Thursday, 30 November 2017
Questions without Notice
DASTYARI, Senator Sam
My question is to the minister representing the Minister for Foreign Affairs, Senator Brandis. I refer to TheSydney Morning Herald, which last year stated:
Chinese businessmen with links to Foreign Minister Julie Bishop have donated half a million dollars to the West Australian division of the Liberal Party during the last two years …
Can the minister advise the Senate how many times Foreign Minister Bishop has met with Chinese businessman Dr Chau? Can the minister confirm that Dr Chau's business Hong Kong Kingson Investment Ltd has donated $200,000 to the Western Australian Liberal Party in 2014-15?
No, I can't confirm that because I don't know. But I can tell you, Senator Pratt, that members of the government, and I'm sure members of the opposition, meet with businessmen, including—
Senator Pratt interjecting—
Senator Pratt, would you like me to answer your question?—meet with businessmen, including Chinese businessmen, all the time, as we should. That is not the point. Sometimes those business people make donations to political parties—to the Liberal Party, the National Party, the Australian Labor Party, the Australian Greens—as they are entitled to do and as, indeed, the High Court has said is part of the implied freedom of political communication. But those donations are subject to a rigorous disclosure regime, and what I can confirm to you, Senator Pratt, is that the Liberal Party, in all its state divisions, is absolutely compliant with its disclosure obligations under the Commonwealth Electoral Act. What we are talking about in the case of Senator Dastyari is not political donations, it's undue influence. It's about undue influence, about the fact that Senator Dastyari has, so it is alleged, engaged in covert behaviour in a way to potentially frustrate the operational activities of the Australian security agencies. Senator Dastyari has sought to undermine the foreign policy position of your own party on an issue of the greatest foreign policy sensitivity, namely the South China Sea and freedom of navigation exercises through islands in the South China Sea—nothing whatever to do with political donations but everything to do with undue foreign influence.
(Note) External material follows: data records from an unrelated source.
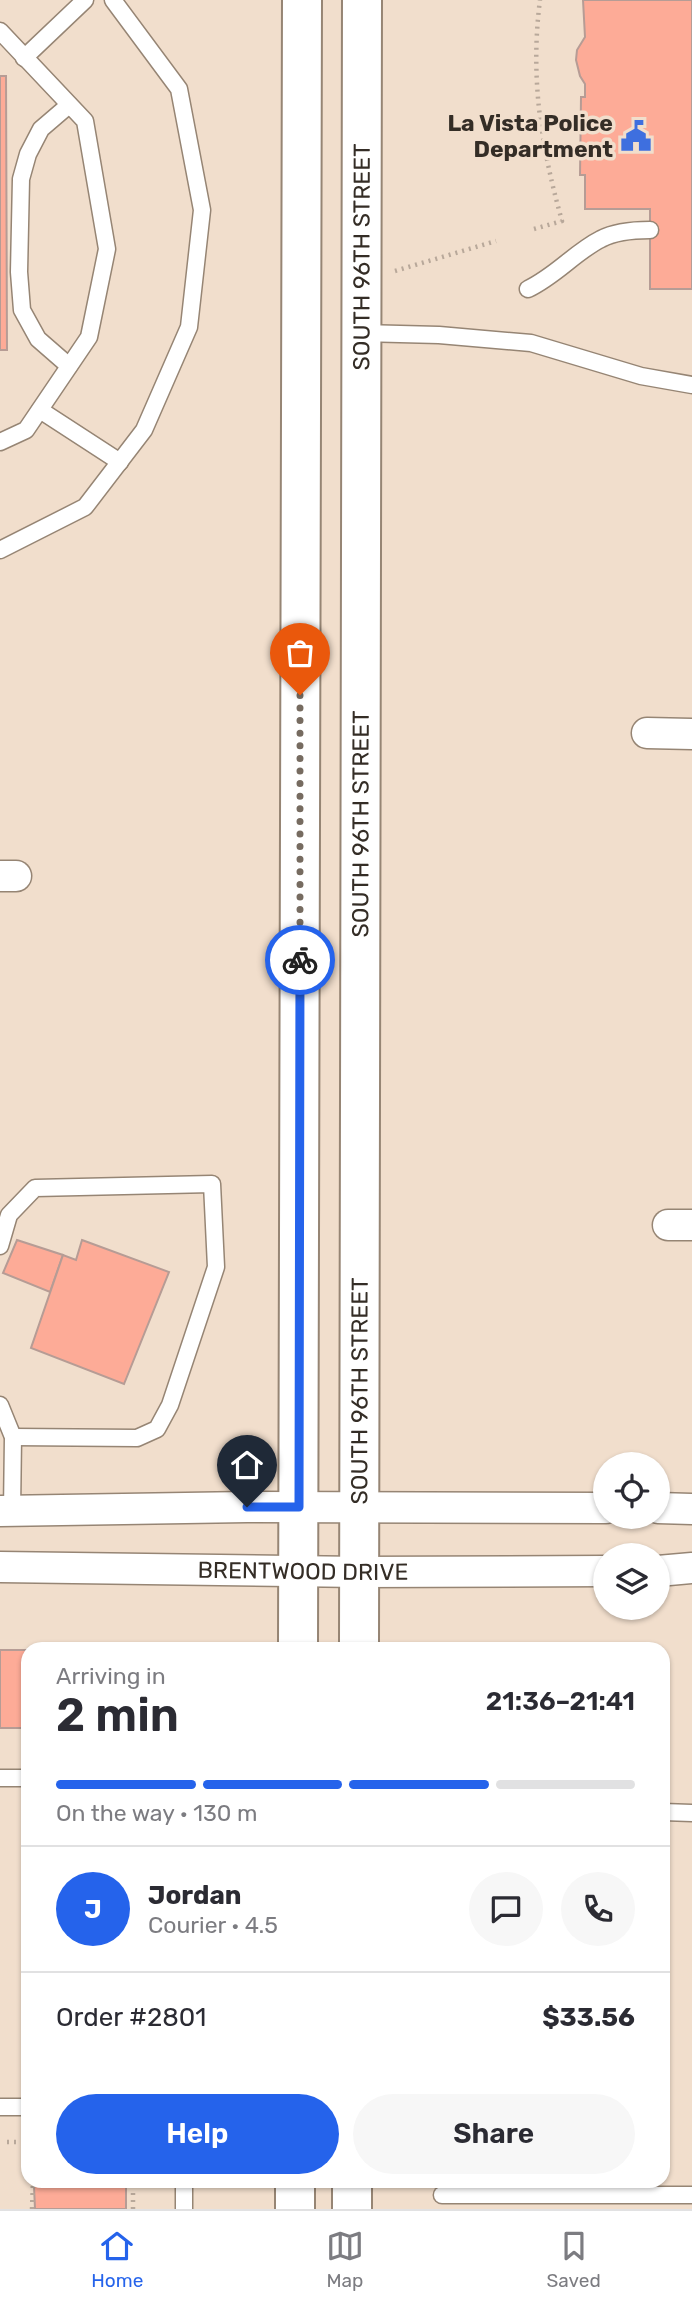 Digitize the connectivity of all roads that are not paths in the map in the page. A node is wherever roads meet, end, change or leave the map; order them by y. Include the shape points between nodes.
1 (85, 0) edge
2 (113, 0) edge
3 (302, 0) edge
4 (362, 0) edge
5 (0, 32) edge
6 (24, 58) junction
7 (69, 105) junction
8 (650, 230) dead end
9 (528, 289) dead end
10 (361, 333) junction
11 (69, 366) junction
12 (692, 384) edge
13 (40, 410) junction
14 (0, 442) edge
15 (121, 462) junction
16 (0, 550) edge
17 (647, 733) dead end
18 (692, 734) edge
19 (0, 1246) edge
20 (0, 1405) edge
21 (13, 1437) junction
22 (358, 1506) junction
23 (299, 1507) junction
24 (593, 1508) edge
25 (670, 1508) edge
26 (692, 1509) edge
27 (6, 1511) edge
28 (0, 1567) edge
29 (692, 1568) edge
30 (670, 1570) edge
31 (299, 1571) junction
32 (593, 1571) edge
33 (360, 1572) junction
34 (298, 1642) edge
35 (359, 1642) edge
36 (0, 1778) edge
37 (21, 1778) edge
38 (670, 1812) edge
39 (692, 1812) edge
40 (0, 2107) edge
41 (21, 2107) edge
42 (184, 2188) edge
43 (295, 2188) edge
44 (352, 2188) edge
45 (442, 2195) dead end
46 (692, 2195) edge
47 (184, 2209) edge
48 (295, 2209) edge
49 (352, 2209) edge

1 - 6 lane
2 - 15 lane via 179,89 202,210 189,327 144,430
3 - 23 main road
4 - 10 main road, SOUTH 96TH STREET
5 - 6 lane
6 - 7 lane
7 - 11 lane via 85,121 107,249 89,337
7 - 11 lane via 41,129 24,166 19,272 22,310 38,338
8 - 9 lane via 602,238
10 - 12 lane via 531,343 641,376
10 - 22 main road, SOUTH 96TH STREET
11 - 13 lane
13 - 14 lane via 26,430
13 - 15 lane
15 - 16 lane via 85,508
17 - 18 street
19 - 21 lane via 9,1215 35,1188 212,1184 216,1267 170,1405 157,1429 137,1438
20 - 21 lane
21 - 27 lane
22 - 23 street
22 - 24 street
22 - 33 main road, SOUTH 96TH STREET
23 - 27 street
23 - 31 main road
25 - 26 street
28 - 31 street, BRENTWOOD DRIVE
29 - 30 street
31 - 33 street, BRENTWOOD DRIVE
31 - 34 main road
32 - 33 street, BRENTWOOD DRIVE
33 - 35 main road, SOUTH 96TH STREET
36 - 37 lane
38 - 39 lane
40 - 41 lane
42 - 47 lane
43 - 48 main road
44 - 49 main road
45 - 46 lane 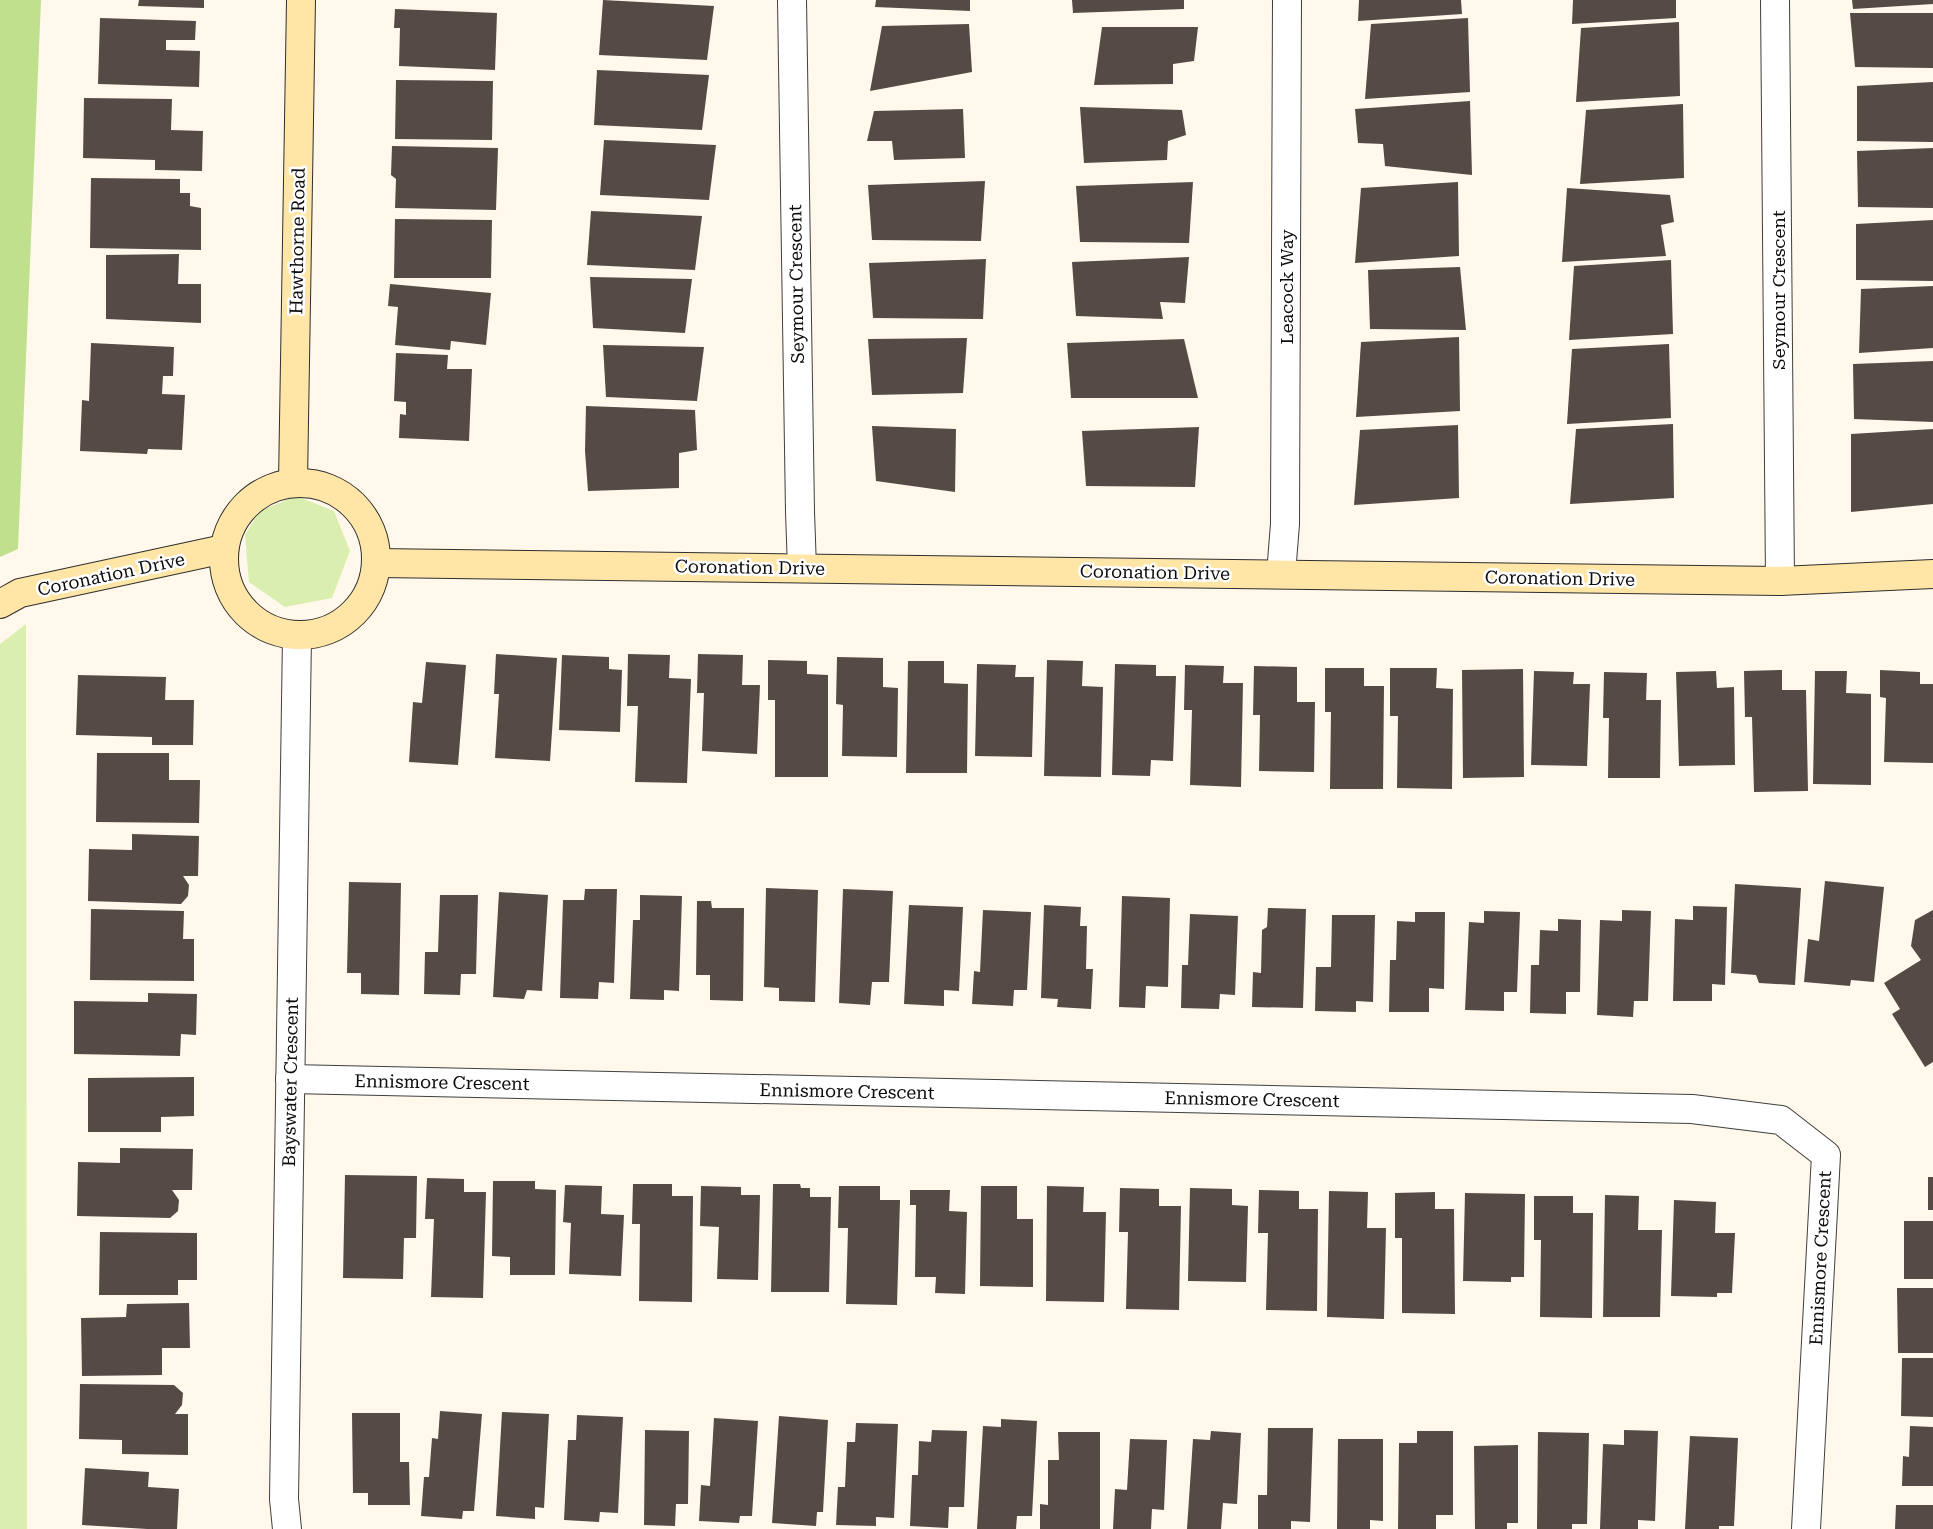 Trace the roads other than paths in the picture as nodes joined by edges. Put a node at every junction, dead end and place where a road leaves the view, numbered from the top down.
1 (301, 0) edge
2 (792, 0) edge
3 (1287, 0) edge
4 (1775, 0) edge
5 (293, 482) junction
6 (224, 549) junction
7 (376, 563) junction
8 (802, 568) junction
9 (1281, 574) junction
10 (1933, 574) edge
11 (1780, 580) junction
12 (0, 604) edge
13 (297, 636) junction
14 (290, 1079) junction
15 (287, 1529) edge
16 (1806, 1529) edge

1 - 5 street, Hawthorne Road
2 - 8 street, Seymour Crescent
3 - 9 street, Leacock Way
4 - 11 street, Seymour Crescent
5 - 6 street
5 - 7 street
6 - 12 street, Coronation Drive
6 - 13 street
7 - 8 street, Coronation Drive
7 - 13 street
8 - 9 street, Coronation Drive
9 - 11 street, Coronation Drive
10 - 11 street, Coronation Drive
13 - 14 street, Bayswater Crescent
14 - 15 street, Bayswater Crescent
14 - 16 street, Ennismore Crescent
Can the minister advise the Senate how many times Foreign Minister Bishop has met with Chinese businessman Mr Huang? Can the minister confirm that Mr Huang's business, the Yuhu Group, donated at least $230,000 to the Western Australian Liberal Party in 2013-14?
No, I can't confirm that because I don't know, but I wouldn't be at all surprised. As I said in answer to Senator Pratt's primary question, the Liberal Party receives donations, including in Western Australia, from business people, including Chinese business people. By the way, there is no rule against business people donating money to political parties because they're Chinese, and I wonder what you're getting at. The fact is that we have a very rigorous disclosure regime for political donations under the Commonwealth Electoral Act, and I can assure you that the Liberal Party is strictly compliant.
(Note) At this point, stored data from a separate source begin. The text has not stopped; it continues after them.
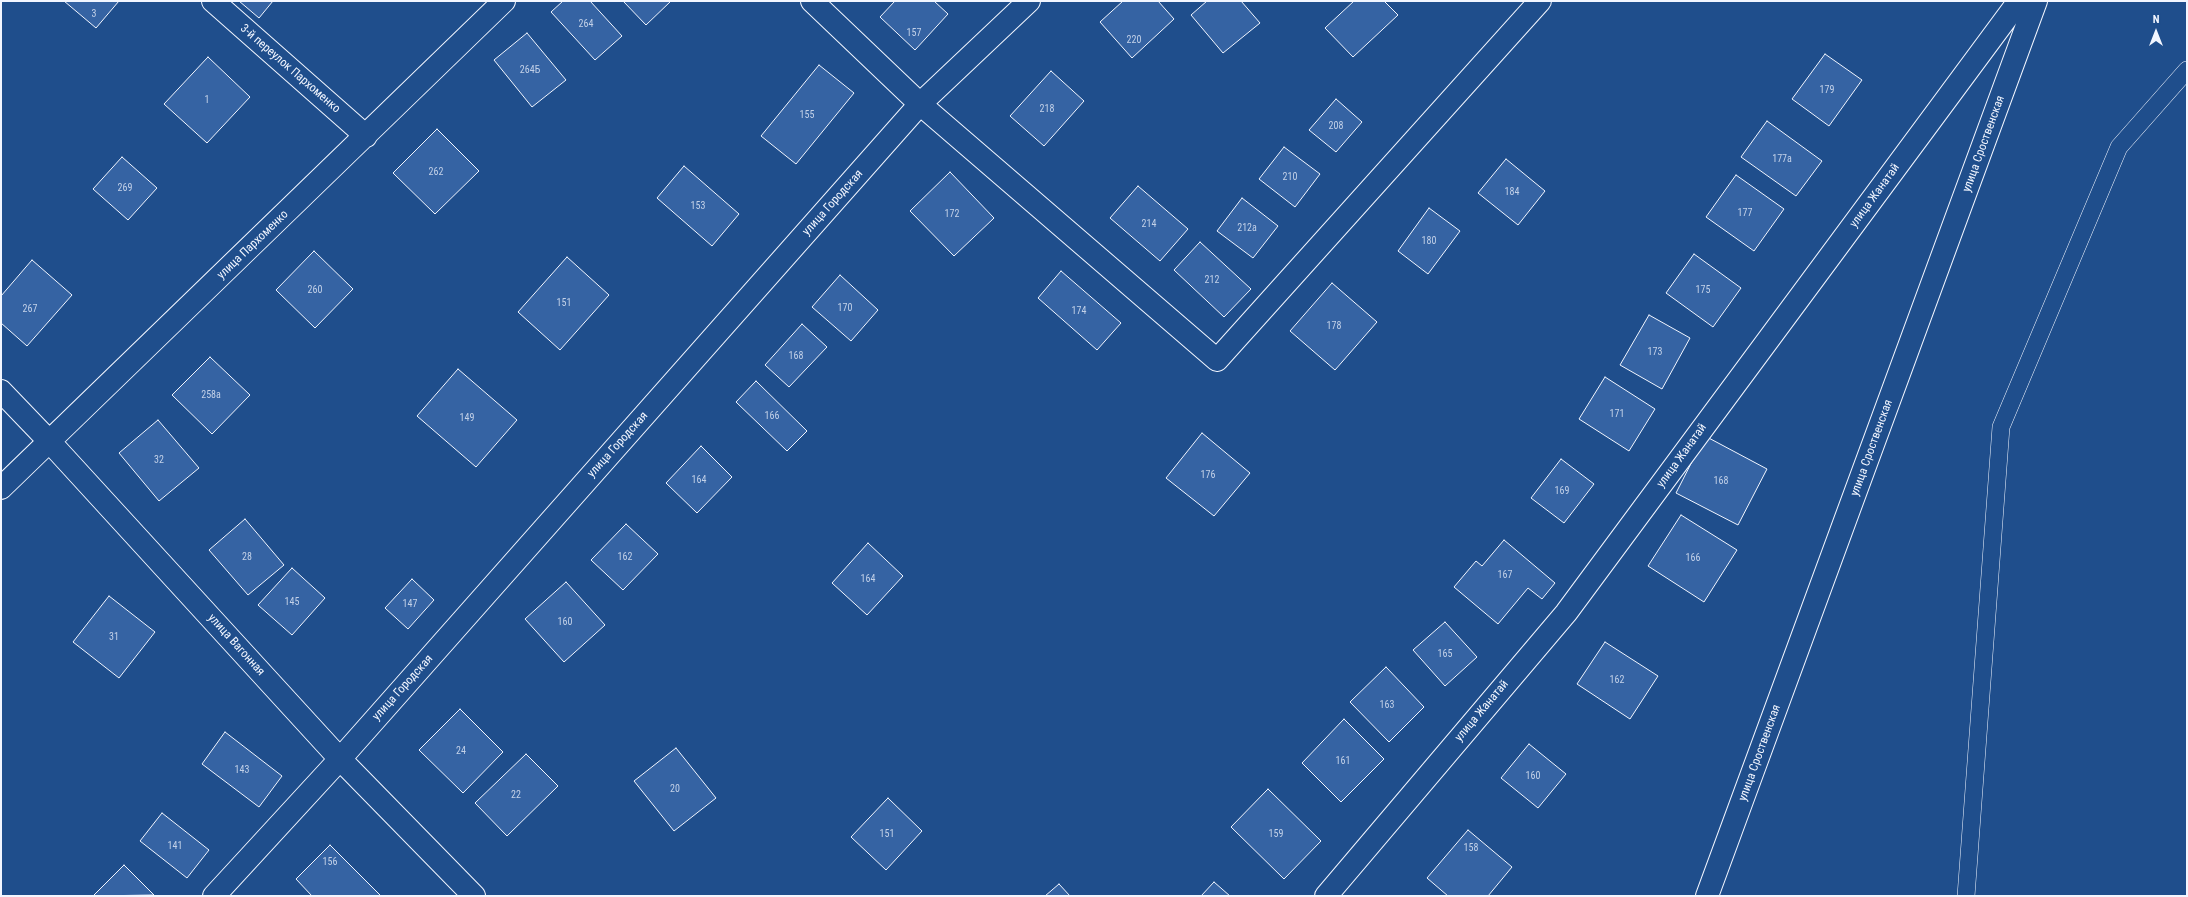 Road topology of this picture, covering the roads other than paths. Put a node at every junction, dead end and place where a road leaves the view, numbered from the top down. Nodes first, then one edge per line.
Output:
1 (213, 1) edge
2 (504, 1) edge
3 (812, 1) edge
4 (1029, 1) edge
5 (1540, 1) edge
6 (2019, 1) edge
7 (2036, 1) edge
8 (2187, 70) edge
9 (920, 104) junction
10 (366, 136) junction
11 (1, 392) edge
12 (49, 441) junction
13 (1, 488) edge
14 (340, 759) junction
15 (214, 896) edge
16 (474, 896) edge
17 (1326, 896) edge
18 (1707, 896) edge
19 (1966, 896) edge

1 - 10 street, 3-й переулок Пархоменко
2 - 10 street, улица Пархоменко
3 - 9 street
4 - 9 street, улица Городская
5 - 9 street
6 - 17 street, улица Жанатай
7 - 18 street, улица Сроственская
8 - 19 lane
9 - 14 street, улица Городская
10 - 12 street, улица Пархоменко
11 - 12 street, улица Вагонная
12 - 13 street, улица Пархоменко
12 - 14 street, улица Вагонная
14 - 15 street, улица Городская
14 - 16 street, улица Вагонная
I'll take that interjection, Senator Wong. The issue we raise about Senator Dastyari is not in relation to the disclosure of donations, it's in relation to the conduct of Senator Dastyari, plainly at the behest of Mr Huang, and why it is that Senator Dastyari conducted himself in that way. (Time expired)
We've already announced that we are going to be introducing legislation to ban foreign political donations as part of a broader and sweeping series of legislative reforms to protect Australia and Australia's democratic system from foreign influence. Senator Pratt, far from following Labor's lead, it has been the government's position to do that since before the Labor Party made its announcement. So you, Senator Pratt, have been following the government's lead.
Senator Pratt, let me return to your earlier observation. The allegations made by Fairfax Media and the ABC about Senator Dastyari aren't about the receipt of political donations; they are about being subject to undue foreign influence and then lying about it. It was enough for your leader to demand his resignation, so I wonder why you seek to deflect attention from his conduct. (Time expired)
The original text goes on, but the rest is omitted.